ASSIGNMENT => Working from the start of the listing, please write out exactly the lines through the one that holds "pinky pip: (368, 234)", both included, and omit all pictures.

***

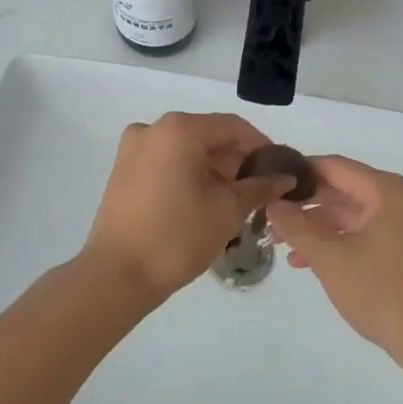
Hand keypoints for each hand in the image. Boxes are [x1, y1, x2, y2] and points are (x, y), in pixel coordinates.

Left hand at [83, 112, 297, 305]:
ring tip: (236, 202)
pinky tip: (205, 203)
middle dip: (237, 162)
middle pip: (208, 137)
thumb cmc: (178, 236)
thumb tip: (285, 178)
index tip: (280, 170)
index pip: (233, 127)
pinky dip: (189, 176)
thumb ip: (260, 187)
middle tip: (260, 191)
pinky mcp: (123, 171)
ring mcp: (133, 149)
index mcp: (179, 129)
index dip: (262, 146)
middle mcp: (153, 129)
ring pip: (187, 151)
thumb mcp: (228, 210)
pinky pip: (167, 163)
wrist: (117, 276)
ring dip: (214, 171)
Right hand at [267, 155, 402, 373]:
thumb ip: (297, 226)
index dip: (300, 172)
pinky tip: (311, 262)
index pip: (335, 166)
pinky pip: (368, 234)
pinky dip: (341, 243)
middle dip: (307, 206)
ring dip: (320, 228)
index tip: (270, 183)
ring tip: (284, 246)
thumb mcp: (331, 258)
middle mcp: (402, 199)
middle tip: (271, 218)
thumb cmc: (384, 293)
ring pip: (355, 216)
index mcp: (388, 191)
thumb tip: (273, 202)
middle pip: (345, 190)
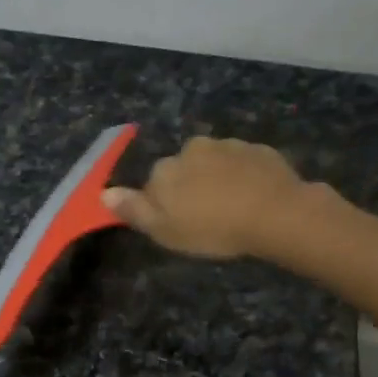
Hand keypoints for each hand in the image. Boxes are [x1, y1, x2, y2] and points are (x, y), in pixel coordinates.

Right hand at [103, 136, 307, 259]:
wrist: (274, 213)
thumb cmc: (213, 228)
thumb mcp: (165, 230)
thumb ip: (134, 210)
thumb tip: (103, 194)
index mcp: (165, 169)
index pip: (154, 185)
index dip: (165, 206)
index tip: (181, 225)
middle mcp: (192, 149)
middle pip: (184, 169)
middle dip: (192, 187)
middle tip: (208, 217)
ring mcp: (227, 146)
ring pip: (214, 163)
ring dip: (218, 180)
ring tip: (233, 208)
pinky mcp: (258, 150)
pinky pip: (243, 163)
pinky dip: (244, 176)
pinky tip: (254, 198)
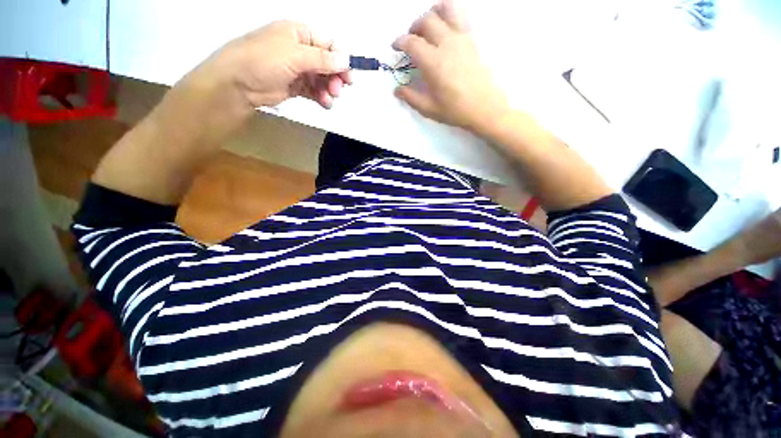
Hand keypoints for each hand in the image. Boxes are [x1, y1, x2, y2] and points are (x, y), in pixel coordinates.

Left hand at [194, 21, 351, 111]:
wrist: (238, 84)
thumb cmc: (263, 60)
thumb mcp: (295, 55)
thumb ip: (322, 59)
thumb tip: (346, 60)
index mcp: (299, 34)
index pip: (328, 44)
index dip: (340, 59)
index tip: (348, 76)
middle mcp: (300, 50)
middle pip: (327, 63)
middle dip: (335, 77)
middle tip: (338, 90)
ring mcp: (298, 69)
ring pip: (322, 79)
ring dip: (329, 89)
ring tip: (329, 98)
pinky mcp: (296, 86)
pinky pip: (315, 91)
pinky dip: (321, 97)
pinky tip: (324, 103)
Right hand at [392, 1, 509, 133]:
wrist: (484, 108)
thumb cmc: (455, 110)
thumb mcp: (429, 108)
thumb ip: (411, 97)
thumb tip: (397, 90)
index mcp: (433, 62)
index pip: (411, 42)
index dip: (399, 42)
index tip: (395, 46)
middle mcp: (446, 44)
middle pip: (426, 21)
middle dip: (413, 27)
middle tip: (410, 39)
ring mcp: (462, 38)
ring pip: (445, 10)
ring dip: (432, 13)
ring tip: (428, 25)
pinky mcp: (472, 39)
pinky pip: (460, 16)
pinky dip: (449, 15)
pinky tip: (445, 28)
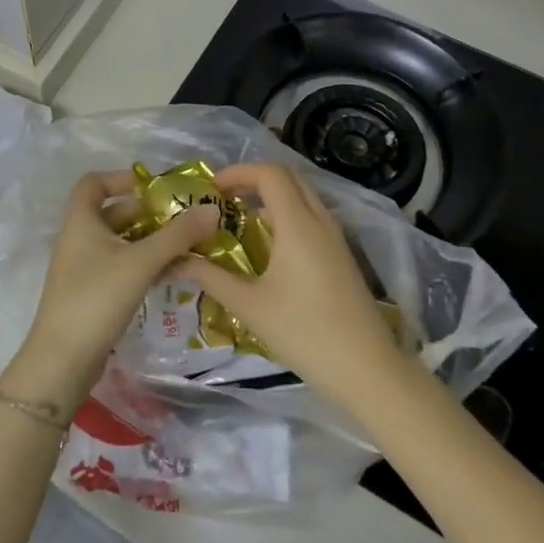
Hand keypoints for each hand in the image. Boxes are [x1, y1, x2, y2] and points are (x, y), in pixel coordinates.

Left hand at [4, 171, 219, 408]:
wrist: (62, 361)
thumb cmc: (97, 298)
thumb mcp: (141, 262)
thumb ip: (177, 235)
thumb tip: (211, 208)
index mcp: (81, 222)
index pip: (94, 183)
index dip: (121, 178)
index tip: (155, 187)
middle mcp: (80, 239)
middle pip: (114, 213)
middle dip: (149, 213)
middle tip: (185, 218)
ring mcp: (85, 268)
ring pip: (122, 243)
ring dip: (152, 241)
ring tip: (189, 245)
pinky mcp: (93, 294)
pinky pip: (122, 267)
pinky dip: (146, 265)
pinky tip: (174, 273)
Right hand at [177, 161, 416, 411]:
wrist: (366, 369)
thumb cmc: (303, 332)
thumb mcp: (249, 305)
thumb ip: (211, 277)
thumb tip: (176, 259)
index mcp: (298, 224)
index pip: (269, 173)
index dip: (238, 172)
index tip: (211, 189)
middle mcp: (320, 221)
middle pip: (288, 178)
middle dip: (253, 179)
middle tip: (223, 199)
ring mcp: (335, 238)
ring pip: (303, 197)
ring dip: (271, 198)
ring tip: (240, 220)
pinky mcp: (342, 256)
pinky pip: (312, 218)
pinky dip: (287, 216)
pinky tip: (268, 247)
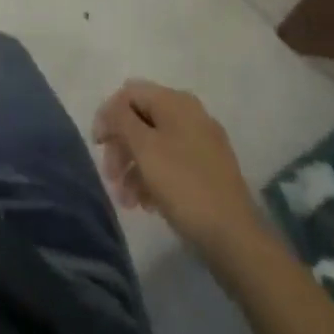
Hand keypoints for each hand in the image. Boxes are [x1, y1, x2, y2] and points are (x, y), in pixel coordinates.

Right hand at [93, 80, 268, 267]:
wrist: (236, 240)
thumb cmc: (184, 185)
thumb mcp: (144, 147)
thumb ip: (120, 119)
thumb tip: (111, 110)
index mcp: (175, 101)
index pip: (129, 93)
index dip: (108, 115)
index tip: (97, 146)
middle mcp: (190, 115)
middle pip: (142, 119)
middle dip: (121, 147)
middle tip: (110, 177)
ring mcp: (203, 144)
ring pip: (155, 144)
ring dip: (134, 167)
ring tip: (126, 200)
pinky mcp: (209, 172)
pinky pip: (172, 163)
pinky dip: (154, 178)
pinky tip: (147, 204)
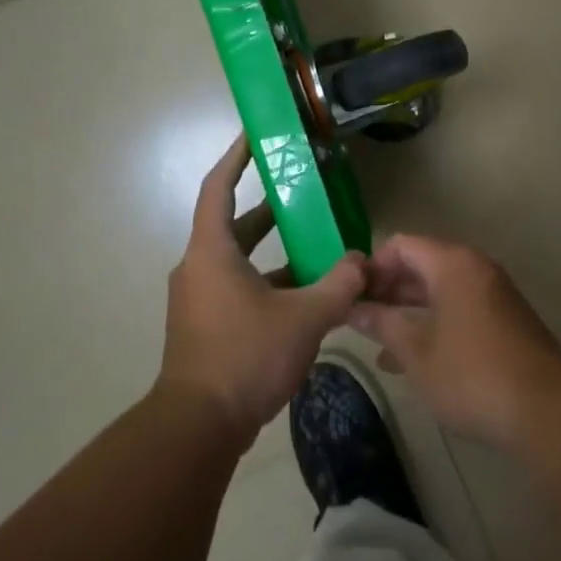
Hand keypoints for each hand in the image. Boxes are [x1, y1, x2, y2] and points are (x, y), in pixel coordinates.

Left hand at [161, 136, 366, 441]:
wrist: (199, 425)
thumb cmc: (246, 357)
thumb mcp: (304, 318)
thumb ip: (339, 285)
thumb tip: (362, 262)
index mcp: (212, 252)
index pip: (219, 187)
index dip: (237, 157)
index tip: (255, 135)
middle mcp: (199, 267)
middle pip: (234, 224)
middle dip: (269, 206)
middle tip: (303, 188)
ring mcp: (199, 298)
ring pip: (239, 260)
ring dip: (273, 250)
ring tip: (316, 242)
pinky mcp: (206, 325)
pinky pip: (239, 287)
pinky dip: (268, 281)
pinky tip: (305, 294)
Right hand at [349, 235, 560, 447]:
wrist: (546, 410)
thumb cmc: (471, 374)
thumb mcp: (416, 351)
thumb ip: (382, 324)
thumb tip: (353, 308)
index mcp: (452, 264)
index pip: (401, 245)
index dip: (372, 267)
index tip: (351, 297)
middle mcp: (475, 269)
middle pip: (421, 264)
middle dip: (388, 291)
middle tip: (359, 321)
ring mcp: (493, 294)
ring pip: (440, 291)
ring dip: (408, 312)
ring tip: (379, 345)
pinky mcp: (504, 321)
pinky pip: (458, 309)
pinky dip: (433, 324)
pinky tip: (413, 359)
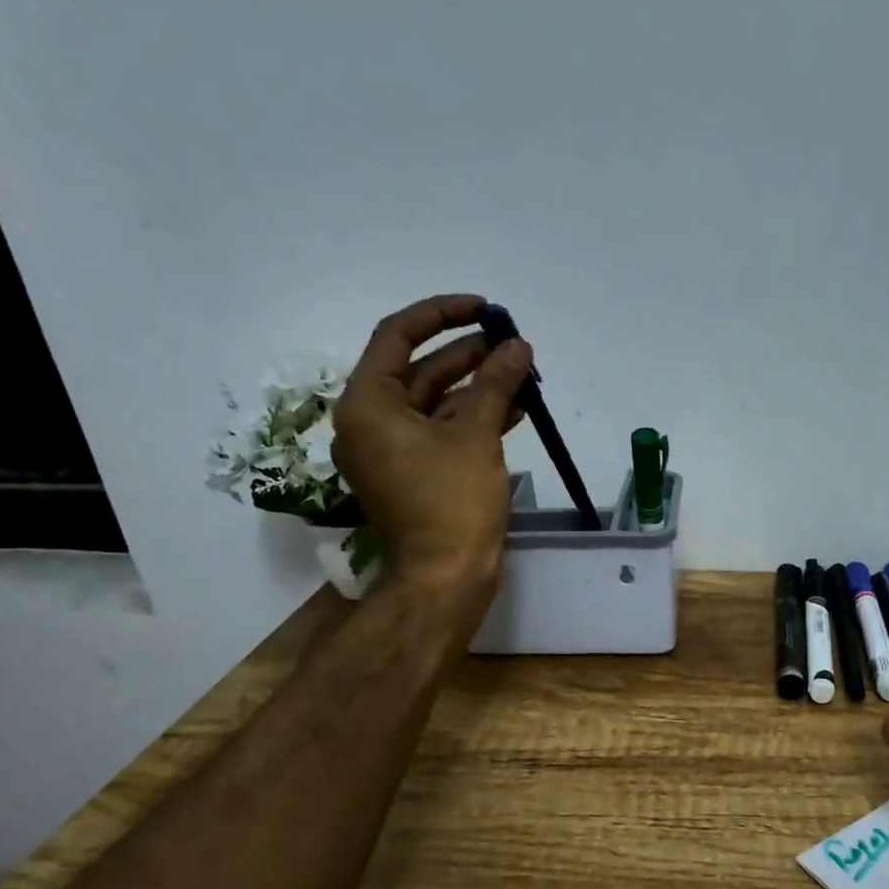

***

ANSWER SECTION =>
Hand keypoints for each hand in the image. Boxes are [x1, y1, x2, y2] and points are (x, y), in pixel coordinates.

Left hand at [83, 112, 297, 305]:
ring tip: (236, 202)
pinky tip: (205, 203)
middle dip: (237, 162)
middle pip: (208, 137)
thumb cmc: (178, 236)
thumb tip: (285, 178)
index tip: (280, 170)
index pip: (233, 127)
pinky dip: (189, 176)
thumb ip: (260, 187)
middle tip: (260, 191)
pinky mcp: (123, 171)
ring mcp: (133, 149)
index mcp: (179, 129)
index dip: (262, 146)
middle mcp: (153, 129)
ring pip: (187, 151)
thumb mcp: (228, 210)
pinky pip: (167, 163)
wrist: (117, 276)
ring dip: (214, 171)
Right hand at [267, 155, 402, 373]:
thumb ip: (297, 226)
index dip: (300, 172)
pinky tip: (311, 262)
index pip: (335, 166)
pinky pip: (368, 234)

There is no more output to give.